Improvisation can make special demands on a performance computer music system, especially when more than one musician is involved. Here special emphasis will be given to the use of computer based technology to enhance the musical dialogue between two musicians. The software environment, written in MAX, is organized into objects that function as listening assistants, composing assistants, and performance assistants. Listening assistants extract musically meaningful information from the on-going performance; they include DSP based objects for pitch extraction and parsing of the acoustic data stream, as well as, tempo extractors and objects for musical analysis. Composing assistants help the improvisor manage the construction and set-up of his performance materials in an on-the-fly manner. Performance assistants help with gesture mapping and phrasing and articulation.

Design issues for systems that require the collective action of performers are also described. Demonstrations taken from actual performances will be provided.

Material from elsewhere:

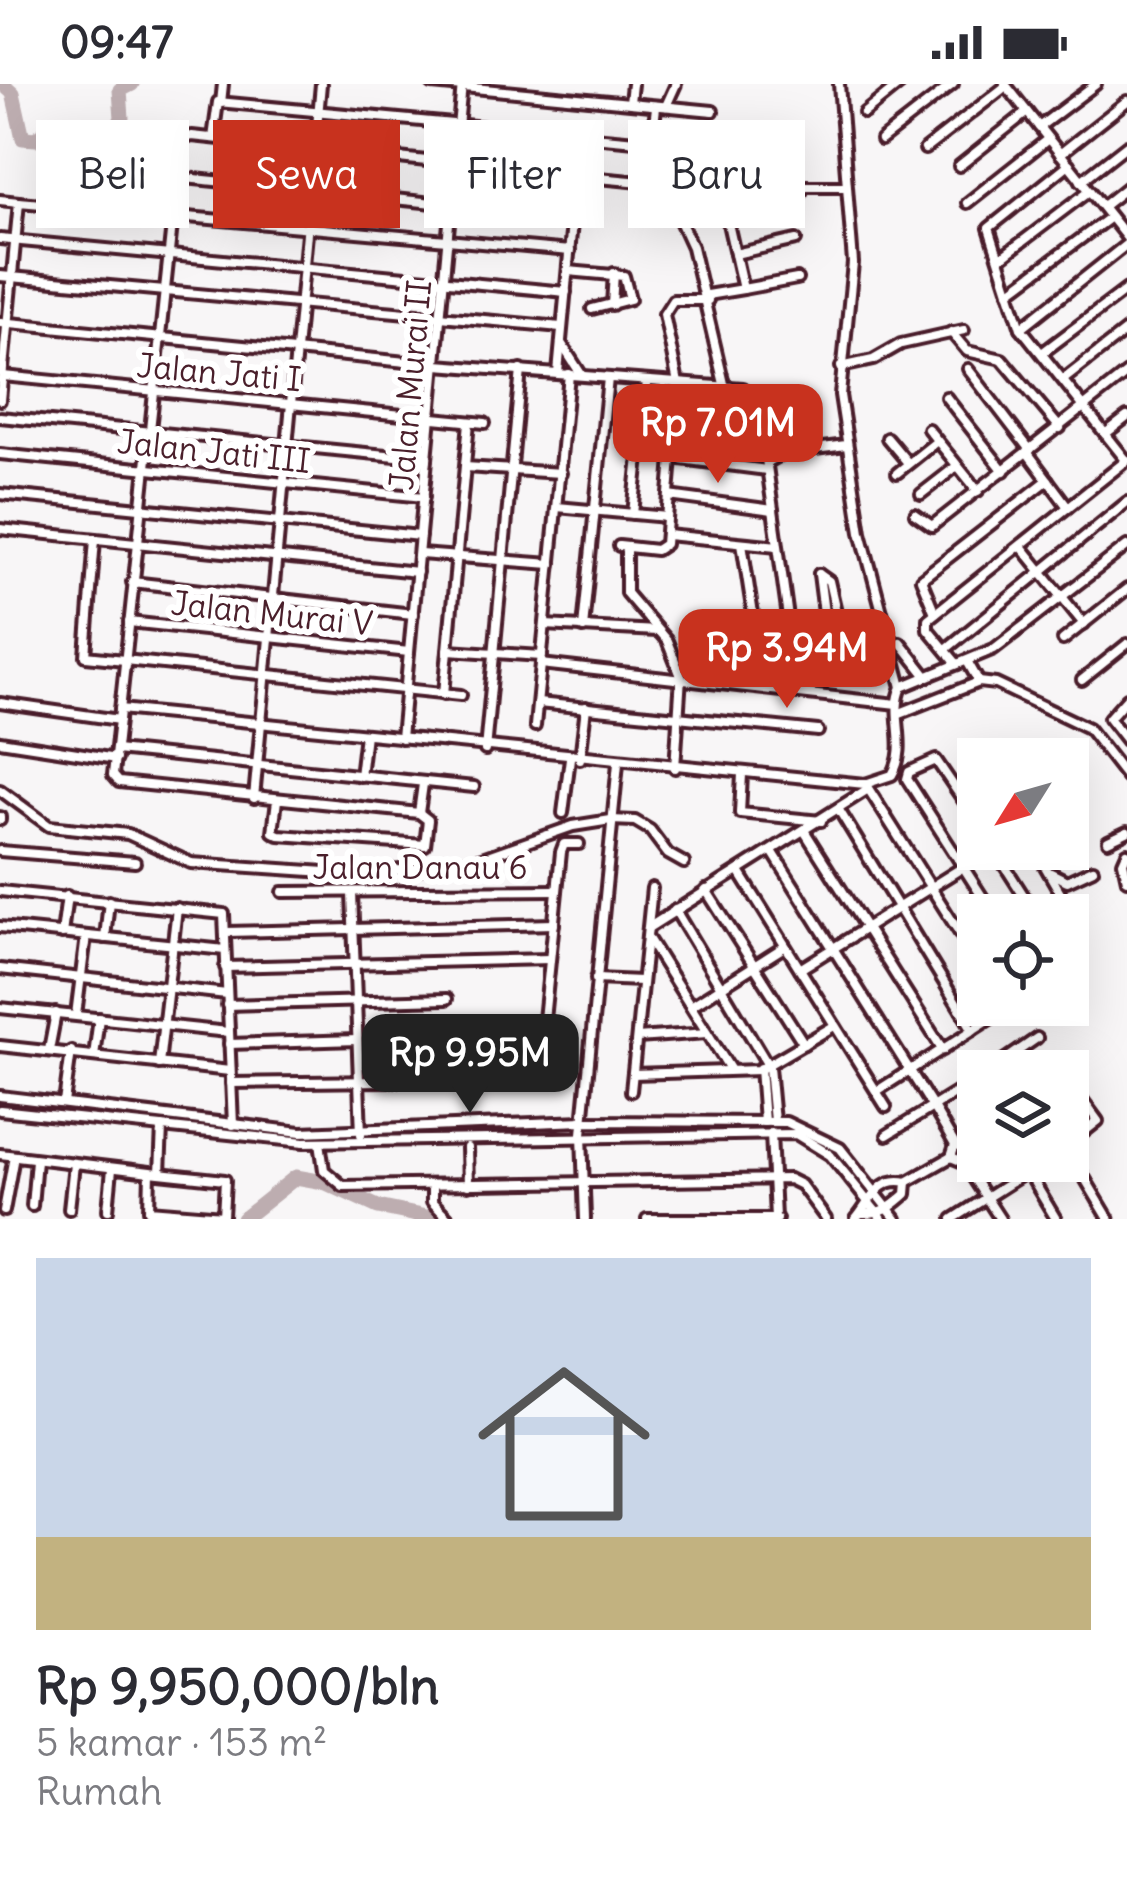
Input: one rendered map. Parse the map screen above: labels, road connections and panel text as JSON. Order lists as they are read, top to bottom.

Improvisation, be it opened ended or constrained, requires that its musical materials be malleable and capable of immediate adjustment. This requirement places special and severe demands on the design of performance oriented computer music systems. Attention must be given to internal or machine representation of the musical material, expressive real-time control, resource allocation, and scheduling. When more than one musician is involved additional attention must be given to the nature of the interaction. In this brief presentation I would like to describe some features of software that I have developed for duo improvisations and along the way touch on the just mentioned design issues.

The initial and primary design goal was to enhance interaction between two musicians in such a way that a new form of musical discourse might emerge. The computer was viewed as an intimacy amplifier in the sense that it could pay detailed attention to the performers and provide a flexible representation of the materials at hand and their musical context. Another design goal was to privilege one of the unique features of a computer mediated performance system, namely that the performers gestures can be used to control the behavior of entire phrases or processes rather than just single note events as is the case with most traditional acoustic instruments.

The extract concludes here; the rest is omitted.